Real Time Video Anonymizer

If you’re wondering, Cornell is just like every other university in one respect: the grad students are starving, and wherever there is free food, students circle like vultures. The engineering and CS departments have a mailing list alerting people to free food, but a more automated solution was desired. The first web cam ever was used to notify grad students if a coffee pot was full, but Cornell shot down this idea on the basis of privacy concerns.

It’s final project time for [Bruce Land]’s courses, and a project by [Ferian Chen] and [Sean Ogden] solved the privacy concerns of a webcam in a kitchen. It’s a real-time video anonymizer, that can also be used to livestream ransom demands if you’re so inclined.

There are actually two parts to this project. The first part pixellates faces and any other skin tone, just like you’d see on a true crime TV show. This part of the project was based on an FPGA-based face detection project. ‘Skin’ pixels are defined as having a difference between the red and green channels within a certain range. With the right lighting, it works very well.

You can identify someone with their voice, too, so [Ferian] and [Sean] also made efforts to disguise hungry student’s voices as well. This was done with a phase vocoder that changes the pitch of someone’s voice, but not the spectral characteristics. The result should have been an audio channel that can’t be pinned down to one person, but is still recognizable as speech. The audio processing didn’t work as intended, with noticeable artifacts in the output. There’s still some work to be done, and now that [Ferian] and [Sean] aren’t checking the kitchen every ten minutes, the might have the time to do it.

39 thoughts on “Real Time Video Anonymizer

    1. They clearly didn’t care very much about accuracy. Much better “skin detection” algorithms exist than “cv2.inrange()”.

      This one works extremely well:
      “https://github.com/pi19404/OpenVision/blob/master/ImgProc/adaptiveskindetector.hpp”

      It actually works better on darker skin tone.

      1. That algorithm relies on motion detection, so I’m not sure how well it would do for someone standing still. More importantly, the one we used seems to work quite well on all of the skin tones we tested. We tried a lot of different people with dark and very light skin tones, and this relatively simple algorithm got them all very reliably.
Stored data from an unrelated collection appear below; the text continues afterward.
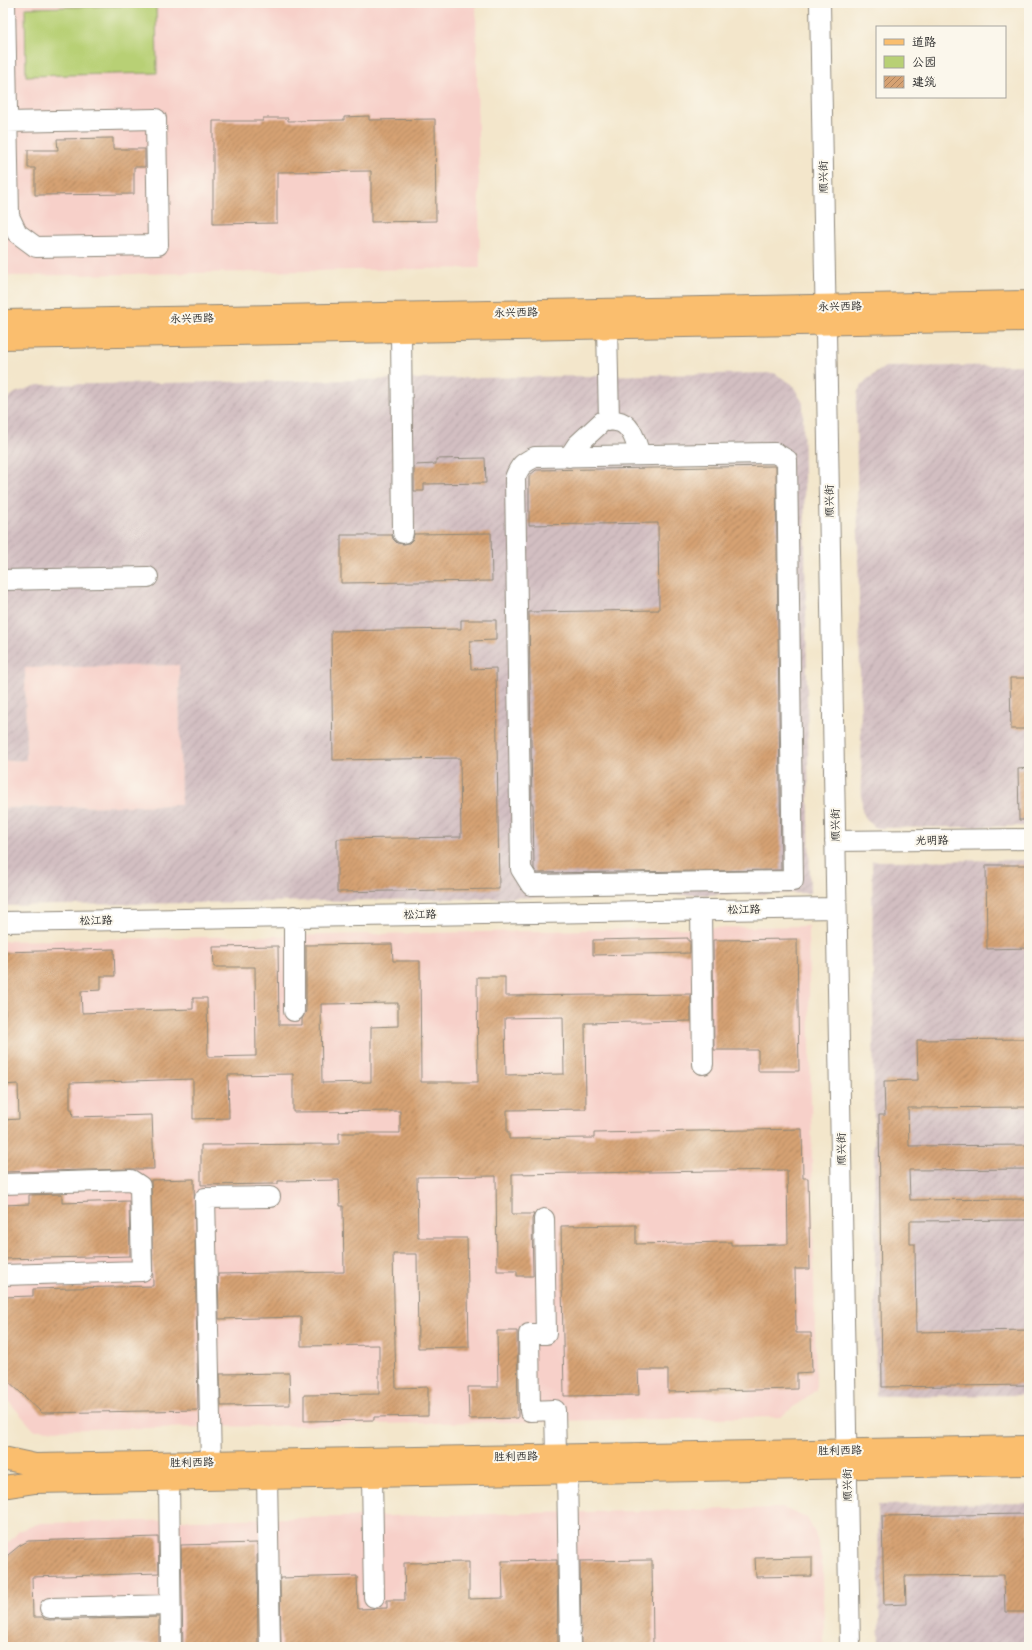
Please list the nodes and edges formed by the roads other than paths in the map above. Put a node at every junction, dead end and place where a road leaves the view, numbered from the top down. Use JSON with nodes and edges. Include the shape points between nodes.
{"nodes":[{"id":1,"x":820,"y":3,"type":"edge"},
{"id":2,"x":5,"y":11,"type":"edge"},
{"id":3,"x":7,"y":122,"type":"junction"},
{"id":4,"x":1029,"y":302,"type":"edge"},
{"id":5,"x":826,"y":315,"type":"junction"},
{"id":6,"x":1029,"y":320,"type":"edge"},
{"id":7,"x":3,"y":321,"type":"edge"},
{"id":8,"x":607,"y":328,"type":"junction"},
{"id":9,"x":400,"y":332,"type":"junction"},
{"id":10,"x":3,"y":338,"type":"edge"},
{"id":11,"x":609,"y":421,"type":"junction"},
{"id":12,"x":640,"y":455,"type":"junction"},
{"id":13,"x":569,"y":456,"type":"junction"},
{"id":14,"x":403,"y":532,"type":"dead end"},
{"id":15,"x":148,"y":577,"type":"dead end"},
{"id":16,"x":3,"y":580,"type":"edge"},
{"id":17,"x":1029,"y":838,"type":"edge"},
{"id":18,"x":835,"y":841,"type":"junction"},
{"id":19,"x":836,"y":908,"type":"junction"},
{"id":20,"x":701,"y":910,"type":"junction"},
{"id":21,"x":294,"y":916,"type":"junction"},
{"id":22,"x":3,"y":922,"type":"edge"},
{"id":23,"x":294,"y":1010,"type":"dead end"},
{"id":24,"x":703,"y":1064,"type":"dead end"},
{"id":25,"x":3,"y":1184,"type":"edge"},
{"id":26,"x":270,"y":1197,"type":"dead end"},
{"id":27,"x":544,"y":1219,"type":"dead end"},
{"id":28,"x":3,"y":1275,"type":"edge"},
{"id":29,"x":1029,"y":1447,"type":"edge"},
{"id":30,"x":3,"y":1458,"type":"edge"},
{"id":31,"x":847,"y":1459,"type":"junction"},
{"id":32,"x":211,"y":1462,"type":"junction"},
{"id":33,"x":561,"y":1464,"type":"junction"},
{"id":34,"x":1029,"y":1464,"type":"edge"},
{"id":35,"x":372,"y":1476,"type":"junction"},
{"id":36,"x":267,"y":1477,"type":"junction"},
{"id":37,"x":169,"y":1479,"type":"junction"},
{"id":38,"x":3,"y":1487,"type":"edge"},
{"id":39,"x":374,"y":1598,"type":"dead end"},
{"id":40,"x":170,"y":1606,"type":"junction"},
{"id":41,"x":50,"y":1608,"type":"dead end"},
{"id":42,"x":171,"y":1647,"type":"edge"},
{"id":43,"x":270,"y":1647,"type":"edge"},
{"id":44,"x":570,"y":1647,"type":"edge"},
{"id":45,"x":850,"y":1647,"type":"edge"}],
"edges":[{"from":1,"to":5,"type":"street","name":"顺兴街"},
{"from":2,"to":3,"type":"street"},
{"from":3,"to":3,"type":"street","via":[[156,119],[158,245],[36,247],[26,241],[17,233],[9,216]]},
{"from":4,"to":5,"type":"main road","name":"永兴西路"},
{"from":5,"to":6,"type":"main road","name":"永兴西路"},
{"from":5,"to":7,"type":"main road","name":"永兴西路"},
{"from":5,"to":8,"type":"main road","name":"永兴西路"},
{"from":5,"to":18,"type":"street","name":"顺兴街"},
{"from":8,"to":9,"type":"main road","name":"永兴西路"},
{"from":8,"to":11,"type":"street"},
{"from":9,"to":10,"type":"main road","name":"永兴西路"},
{"from":9,"to":14,"type":"street"},
{"from":11,"to":12,"type":"street","via":[[616,420],[627,426]]},
{"from":11,"to":13,"type":"street","via":[[603,421],[589,433]]},
{"from":12,"to":13,"type":"street"},
{"from":12,"to":13,"type":"street","via":[[775,453],[787,460],[793,881],[530,885],[521,869],[515,478],[519,467],[535,457]]},
{"from":15,"to":16,"type":"street"},
{"from":17,"to":18,"type":"street","name":"光明路"},
{"from":18,"to":19,"type":"street","name":"顺兴街"},
{"from":19,"to":20,"type":"street","name":"松江路"},
{"from":19,"to":31,"type":"street","name":"顺兴街"},
{"from":20,"to":21,"type":"street","name":"松江路"},
{"from":20,"to":24,"type":"street"},
{"from":21,"to":22,"type":"street","name":"松江路"},
{"from":21,"to":23,"type":"street"},
{"from":25,"to":28,"type":"street","via":[[131,1180],[140,1186],[142,1271]]},
{"from":26,"to":32,"type":"street","via":[[205,1198]]},
{"from":27,"to":33,"type":"street","via":[[546,1334],[529,1334],[530,1411],[555,1410]]},
{"from":29,"to":31,"type":"main road","name":"胜利西路"},
{"from":30,"to":32,"type":"main road","name":"胜利西路","via":[[35,1465]]},
{"from":31,"to":33,"type":"main road","name":"胜利西路"},
{"from":31,"to":34,"type":"main road","name":"胜利西路"},
{"from":31,"to":45,"type":"street","name":"顺兴街"},
{"from":32,"to":33,"type":"main road","name":"胜利西路"},
{"from":33,"to":35,"type":"main road","name":"胜利西路"},
{"from":33,"to":44,"type":"street"},
{"from":35,"to":36,"type":"main road","name":"胜利西路"},
{"from":35,"to":39,"type":"street"},
{"from":36,"to":37,"type":"main road","name":"胜利西路"},
{"from":36,"to":43,"type":"street"},
{"from":37,"to":38,"type":"main road","name":"胜利西路","via":[[35,1482]]},
{"from":37,"to":40,"type":"street"},
{"from":40,"to":41,"type":"street"},
{"from":40,"to":42,"type":"street"}]}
I’m a big fan of keeping things as simple as possible, so there was no reason to get more complicated.

        I’m not entirely sure how much better the openvision skin detector is than the one we used. I haven’t seen a benchmark of either. If you have a link to a benchmark comparing the two, I’m genuinely interested in seeing the results. Even better, if you want to code the adaptive skin detector in Verilog and post it, we’d love to see it in action on our FPGA!

    2. It’s not clear whether this would “discriminate”. Note that they are looking at specific color components, which may or may not be common among all humans. I’ve read about a system that can detect pulse and heartrate from video by looking at human-imperceivable changes to the red channel. Perhaps you could look for regions which appear to pulsating (Wouldn’t anonymize dead people so well though…)

    3. If you look on their project page it states that it does a pretty good job detecting skin of different shades as they all seem to have a red/green difference in similar levels.

      “The skin detection algorithm is very simple and is based on Ooi[1]. We say a pixel is skin if 100 < R – G < 500, where R and G are the red and green channels from a 10-bit RGB pixel representation. Since the algorithm is based on the difference between R and G and not their absolute values, it does a pretty good job of detecting skin of various shades."

  1. So, if I wear a ninja suit, I could be cloaked and noone would know the difference? Awesome…

    On to the hack, I’m loving the class this guy is teaching. After looking at some of his lectures, I can see why it’s so easy for his students to come up with some of the crazy but great stuff they do. With that said, I’m more inclined than ever to look into looking into FPGAs. The way they used it here is very interesting. I get that they wanted to go parallel to get it done faster, but wouldn’t passing a partial transformation to a final transformation with checks in between allow them to ensure the intended effect and adjust as necessary? Or is that what the pipeline was for?

    1. If you wear a ninja suit and that ninja suit was colored just like skin, you would look like a very low-resolution skin colored ninja.

      About the class, it is by far the most interesting course I’ve ever taken.

      I’m not sure exactly what you’re suggesting, but the pipeline is in place so that we can run one FFT while we run the inverse of the previous FFT at the same time. Doing the pipeline this way is fast enough for our purposes, and I believe we need to do the full FFT in order to get useful output because of our overlapping window scheme. If you could elaborate on your idea, we’d love to hear more.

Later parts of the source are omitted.